> **TASK**
Filter the entries, keeping every line with the string "Right".

(Stored data entries)
■ ■ ■

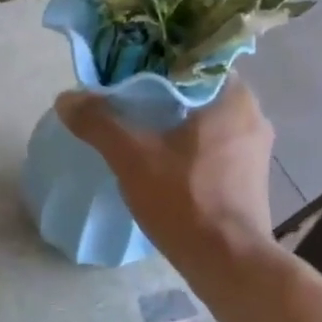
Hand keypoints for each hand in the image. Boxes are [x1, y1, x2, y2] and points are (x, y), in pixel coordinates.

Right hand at [57, 77, 278, 269]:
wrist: (227, 261)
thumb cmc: (185, 199)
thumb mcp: (132, 158)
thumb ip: (99, 123)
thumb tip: (66, 98)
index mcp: (233, 96)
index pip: (193, 60)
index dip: (157, 64)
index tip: (127, 74)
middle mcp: (253, 115)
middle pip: (198, 92)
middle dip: (163, 97)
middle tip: (126, 104)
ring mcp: (255, 150)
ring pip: (207, 123)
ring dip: (176, 125)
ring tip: (140, 133)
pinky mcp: (250, 179)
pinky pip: (214, 149)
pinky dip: (189, 149)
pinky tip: (164, 164)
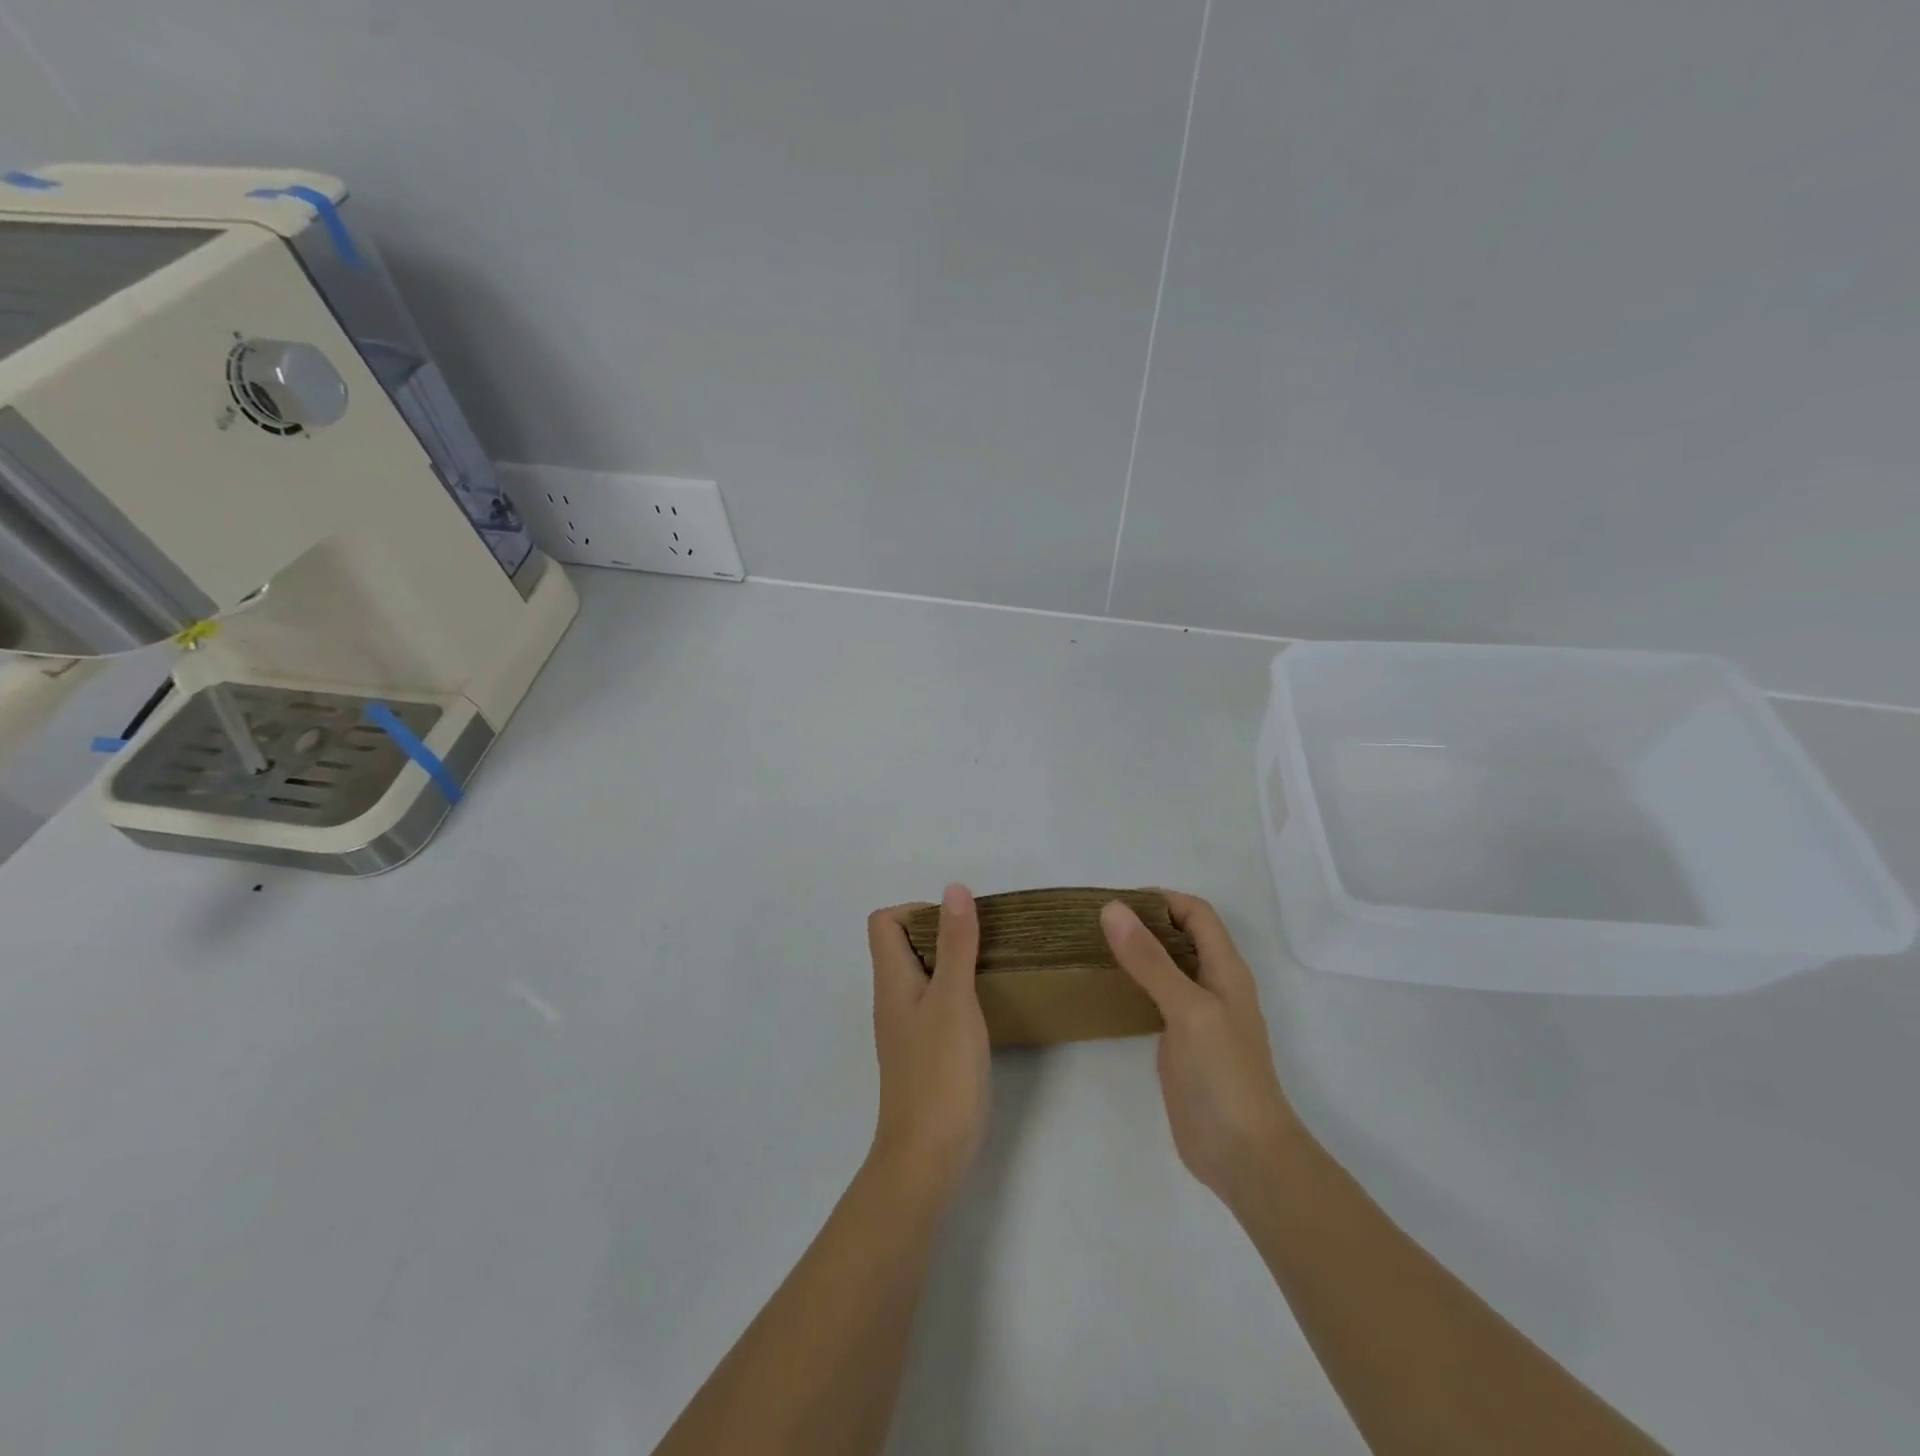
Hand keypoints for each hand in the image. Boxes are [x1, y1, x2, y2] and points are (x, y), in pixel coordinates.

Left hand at [866, 885, 991, 1203]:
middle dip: (940, 933)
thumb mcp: (953, 999)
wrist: (929, 1154)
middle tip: (981, 942)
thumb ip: (955, 944)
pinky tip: (983, 1006)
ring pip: (921, 975)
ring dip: (951, 962)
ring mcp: (907, 1028)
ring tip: (989, 967)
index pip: (884, 922)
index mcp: (891, 980)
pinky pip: (934, 1003)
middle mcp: (892, 999)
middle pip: (902, 945)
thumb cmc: (940, 1071)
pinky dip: (955, 992)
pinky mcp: (924, 1052)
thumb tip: (954, 889)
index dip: (916, 910)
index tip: (956, 923)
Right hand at [1102, 892, 1299, 1203]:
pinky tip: (1106, 990)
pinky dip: (1134, 984)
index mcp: (1225, 969)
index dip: (1162, 900)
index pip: (1197, 913)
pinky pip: (1156, 999)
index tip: (1116, 903)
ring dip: (1137, 952)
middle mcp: (1213, 985)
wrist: (1243, 1155)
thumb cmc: (1223, 1075)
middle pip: (1181, 936)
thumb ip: (1150, 959)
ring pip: (1167, 967)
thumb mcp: (1187, 1008)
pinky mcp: (1181, 1043)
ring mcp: (1198, 1016)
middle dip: (1144, 922)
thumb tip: (1113, 909)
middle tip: (1096, 923)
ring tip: (1093, 948)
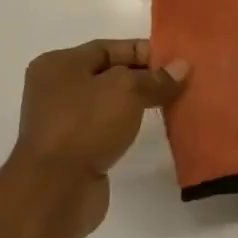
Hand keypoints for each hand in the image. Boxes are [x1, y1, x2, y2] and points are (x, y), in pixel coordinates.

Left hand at [5, 39, 187, 234]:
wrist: (55, 189)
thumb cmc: (85, 126)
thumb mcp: (127, 90)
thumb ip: (156, 78)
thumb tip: (182, 67)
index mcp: (59, 64)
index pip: (108, 48)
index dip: (144, 51)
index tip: (178, 61)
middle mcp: (56, 89)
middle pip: (109, 74)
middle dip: (145, 77)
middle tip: (181, 82)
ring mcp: (63, 121)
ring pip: (110, 102)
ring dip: (139, 102)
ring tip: (173, 103)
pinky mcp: (74, 149)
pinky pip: (108, 127)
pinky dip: (129, 125)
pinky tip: (151, 128)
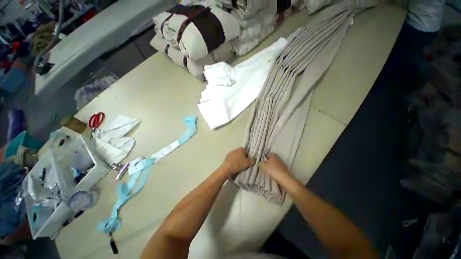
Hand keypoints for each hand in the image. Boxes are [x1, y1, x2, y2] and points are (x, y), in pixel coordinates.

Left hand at [221, 148, 254, 175]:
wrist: (227, 168)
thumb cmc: (238, 164)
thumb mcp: (248, 163)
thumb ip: (252, 161)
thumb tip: (253, 160)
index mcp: (241, 149)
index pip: (247, 151)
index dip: (249, 156)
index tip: (249, 161)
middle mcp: (236, 149)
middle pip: (241, 153)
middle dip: (243, 157)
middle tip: (244, 164)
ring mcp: (230, 153)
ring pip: (236, 155)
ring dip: (238, 159)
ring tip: (239, 166)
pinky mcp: (226, 157)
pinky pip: (232, 158)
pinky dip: (234, 161)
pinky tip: (234, 166)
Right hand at [258, 154, 291, 183]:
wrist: (285, 179)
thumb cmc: (273, 170)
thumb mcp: (264, 166)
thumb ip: (261, 164)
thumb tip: (259, 163)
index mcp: (273, 156)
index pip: (267, 155)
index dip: (264, 158)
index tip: (261, 162)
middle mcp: (278, 158)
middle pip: (271, 160)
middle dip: (267, 162)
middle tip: (263, 166)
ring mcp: (282, 164)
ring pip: (274, 164)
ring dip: (271, 167)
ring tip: (267, 171)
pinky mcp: (284, 170)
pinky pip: (277, 169)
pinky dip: (275, 171)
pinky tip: (272, 175)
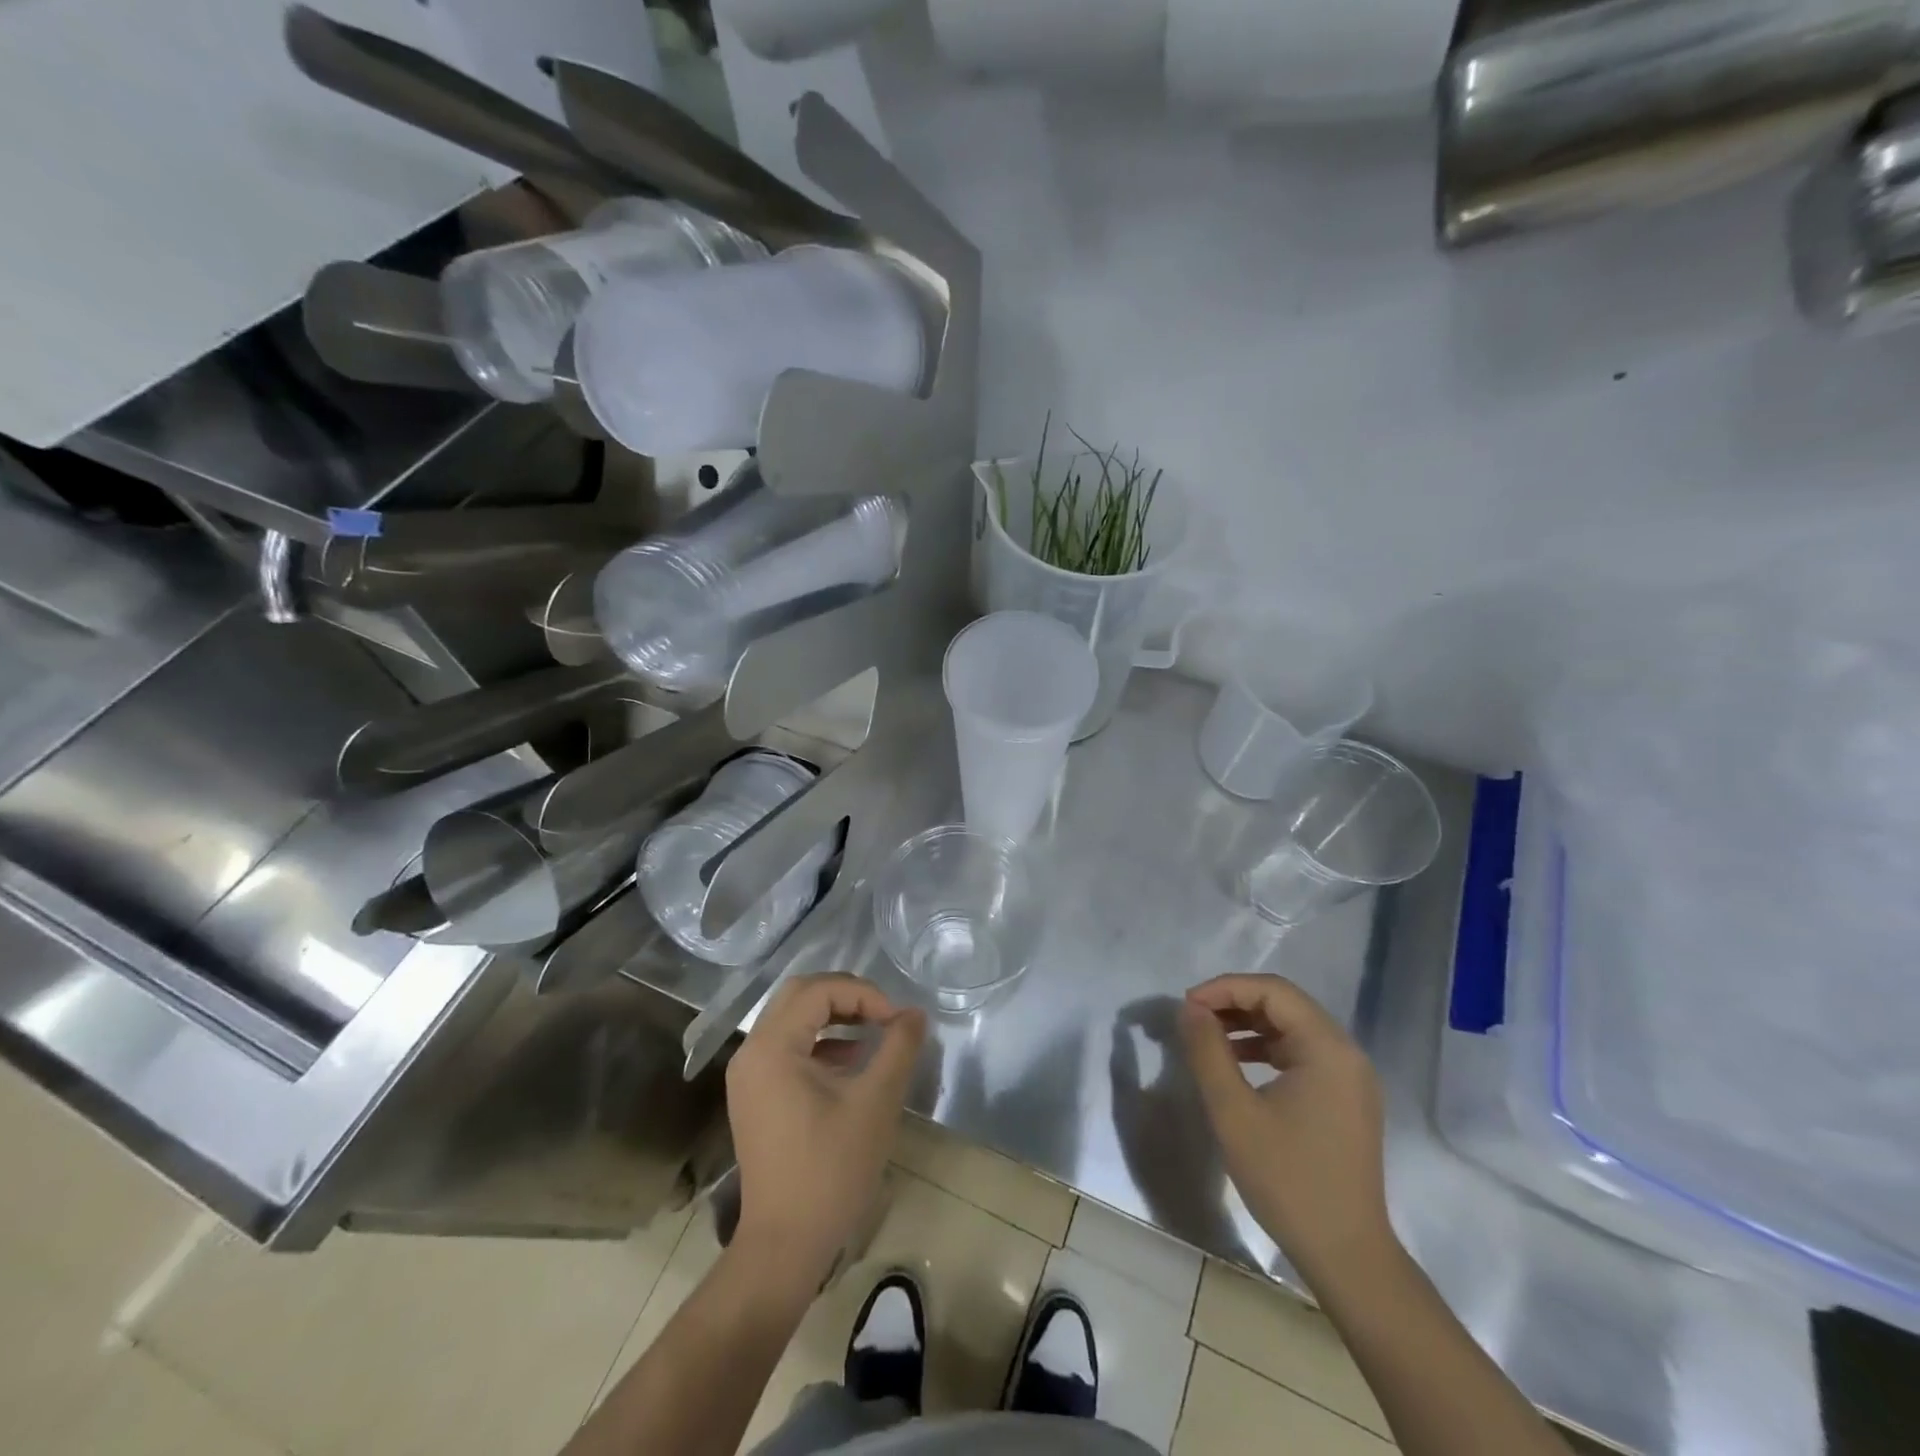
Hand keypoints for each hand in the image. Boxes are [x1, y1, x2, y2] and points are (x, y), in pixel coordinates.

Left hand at [725, 974, 926, 1282]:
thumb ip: (898, 1047)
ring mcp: (749, 1075)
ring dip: (833, 1016)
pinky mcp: (755, 1095)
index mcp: (772, 1047)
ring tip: (873, 1033)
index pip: (818, 990)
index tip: (896, 1020)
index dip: (863, 994)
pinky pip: (787, 1046)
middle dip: (846, 996)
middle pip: (800, 995)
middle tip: (883, 1014)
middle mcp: (752, 1051)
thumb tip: (915, 1013)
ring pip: (792, 1018)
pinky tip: (851, 1061)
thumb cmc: (830, 1170)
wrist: (785, 1244)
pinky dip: (820, 1041)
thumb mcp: (875, 1103)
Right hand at [1179, 974, 1392, 1282]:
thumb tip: (1189, 1009)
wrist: (1347, 1256)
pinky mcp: (1345, 1099)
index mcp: (1328, 1048)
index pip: (1273, 991)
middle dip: (1234, 1003)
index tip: (1186, 1006)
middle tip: (1192, 1018)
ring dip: (1248, 1024)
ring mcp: (1350, 1077)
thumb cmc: (1288, 1180)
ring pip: (1292, 1028)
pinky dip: (1265, 1049)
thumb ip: (1208, 1051)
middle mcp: (1346, 1053)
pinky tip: (1236, 1064)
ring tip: (1207, 1038)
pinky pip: (1301, 1054)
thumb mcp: (1234, 1112)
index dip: (1225, 988)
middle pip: (1285, 1004)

■ ■ ■

> **RESULT OF THE EXERCISE**
Right hand at [57, 77, 278, 269]:
Right hand at [1102, 892, 1299, 1203]:
Right hand at [258, 154, 291, 183]:
Right hand at [1179, 974, 1392, 1282]:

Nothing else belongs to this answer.